Mobile Database Bi-Directional Synchronization with a REST API

Mobile device’s don’t always have persistent connections to the internet, or local networks. Because of this, some apps will need to provide offline access, so that users or employees, can continue to work uninterrupted. To do this, we need local data storage, commonly SQLite, and a way to update the server with changes and receive new changes, while we were offline. This can become complex, very quickly. There are existing libraries out there for offline capabilities, such as Azure Mobile Client, but they normally end up too restrictive, and is not designed for complex situations. However, once you see what needs to be done, you might understand why it is so hard to get right.

To provide offline access we need 2-way bi-directional synchronization, and it is the hardest type of synchronization to implement, if you have multiple clients working on the same records. If you have an app, where users submit comments, or update/edit their own content, this isn’t as difficult, as it’s single user. What we are going through here, is bi-directional (2-way) synchronization, on records that could be updated via multiple clients, at any point in time. But this process works for either scenario, just described.

The sample code I use in this post, comes from my GitHub repo BiDirectionalSync.

Synchronization Issues

When you need to provide synchronization, there are many issues that can present. If you have control of the API, and this is a greenfield project, you are in luck. If not, then there are workarounds. Here are some of the issues you need to be aware of.

  • What ID to use, when generating data offline, to avoid conflicting ID’s on the server and client.
  • Recording when data was updated or deleted on the client.
  • Knowing when the server has updated or deleted data.
  • Knowing when you are offline.
  • Knowing which data to update or remove when synchronizing.
  • Timing issues.

Ideal Scenario

Let’s say you have control of your entire environment, database design, API design and so forth. Here is how you can setup your server data store and API. First lets look at the Mobile Client setup and how it connects to the server.
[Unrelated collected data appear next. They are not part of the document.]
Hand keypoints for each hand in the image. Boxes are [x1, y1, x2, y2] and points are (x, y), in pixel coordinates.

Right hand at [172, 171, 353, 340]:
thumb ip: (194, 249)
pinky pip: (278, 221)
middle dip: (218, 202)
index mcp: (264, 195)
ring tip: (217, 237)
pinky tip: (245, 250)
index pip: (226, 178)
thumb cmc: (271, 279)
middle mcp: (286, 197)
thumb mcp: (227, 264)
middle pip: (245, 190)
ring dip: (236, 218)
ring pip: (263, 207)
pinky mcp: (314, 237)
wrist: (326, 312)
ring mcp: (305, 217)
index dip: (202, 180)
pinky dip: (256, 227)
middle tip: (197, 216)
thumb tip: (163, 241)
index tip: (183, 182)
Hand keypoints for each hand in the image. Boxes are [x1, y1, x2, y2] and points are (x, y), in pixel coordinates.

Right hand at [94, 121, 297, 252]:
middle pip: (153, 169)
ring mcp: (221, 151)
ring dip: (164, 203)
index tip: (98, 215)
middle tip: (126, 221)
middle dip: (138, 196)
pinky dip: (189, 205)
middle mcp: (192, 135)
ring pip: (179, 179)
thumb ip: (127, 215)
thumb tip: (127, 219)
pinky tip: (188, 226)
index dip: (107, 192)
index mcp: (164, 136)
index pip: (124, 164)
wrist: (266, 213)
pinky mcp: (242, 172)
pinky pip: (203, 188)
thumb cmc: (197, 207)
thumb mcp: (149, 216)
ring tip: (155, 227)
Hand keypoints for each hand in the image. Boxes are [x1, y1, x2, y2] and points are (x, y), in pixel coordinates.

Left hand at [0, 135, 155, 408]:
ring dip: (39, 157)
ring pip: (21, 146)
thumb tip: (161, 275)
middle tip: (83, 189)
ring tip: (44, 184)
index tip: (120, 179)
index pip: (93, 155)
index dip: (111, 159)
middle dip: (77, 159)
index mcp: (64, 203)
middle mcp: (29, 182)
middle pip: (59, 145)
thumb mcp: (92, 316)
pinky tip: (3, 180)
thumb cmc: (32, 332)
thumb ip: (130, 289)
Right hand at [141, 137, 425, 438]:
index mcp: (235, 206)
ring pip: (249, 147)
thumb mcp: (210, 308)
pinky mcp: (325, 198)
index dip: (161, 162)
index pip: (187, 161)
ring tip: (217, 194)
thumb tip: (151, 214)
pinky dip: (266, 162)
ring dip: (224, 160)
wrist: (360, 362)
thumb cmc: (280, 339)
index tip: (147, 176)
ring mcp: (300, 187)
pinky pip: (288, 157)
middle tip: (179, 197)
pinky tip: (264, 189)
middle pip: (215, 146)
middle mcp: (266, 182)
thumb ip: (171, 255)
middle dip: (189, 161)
The point to note here, is your app should know nothing, of the synchronization service or API. It makes it incredibly easy then to shield your app from changes to the API and synchronization processes. The synchronization service will be the only service that even knows about your API, and your App Service can trigger a sync, either at intervals, or when each row is updated. That is up to you on the frequency required.

Server Database

Primary Key

Use a GUID as your Primary Key. Before you cry, won’t somebody please think of the performance, make sure that your clustered index is a separate column, on a int value. This will relieve any performance hit, and provide you with a GUID primary key, which is fantastic for synchronization. If you want to know more about the clustered index, please take a look at my other post Creating SQL Azure Database, and look at the Clustered Index section.

Deletion Tracking

You want to add a deleted column to each table you are synchronizing. It’s the quickest and easiest way to track if a row has been deleted. Otherwise you would have to send all rows to the server and compare which ones are no longer there anymore.

Last Updated Tracking

Keeping this simple, you will want a LastUpdated column in your table, to track the last time the server updated it. Also, you will want a ClientLastUpdated timestamp, to mark, when the client recorded the data. This can later be used to overwrite, if a client recorded data at a later stage, but synchronized last. For example, if a client record has their mobile phone number updated, then they come back a few minutes later and update again because they gave you the wrong one, but the data was entered by different people on 2 different devices, this can cause an issue.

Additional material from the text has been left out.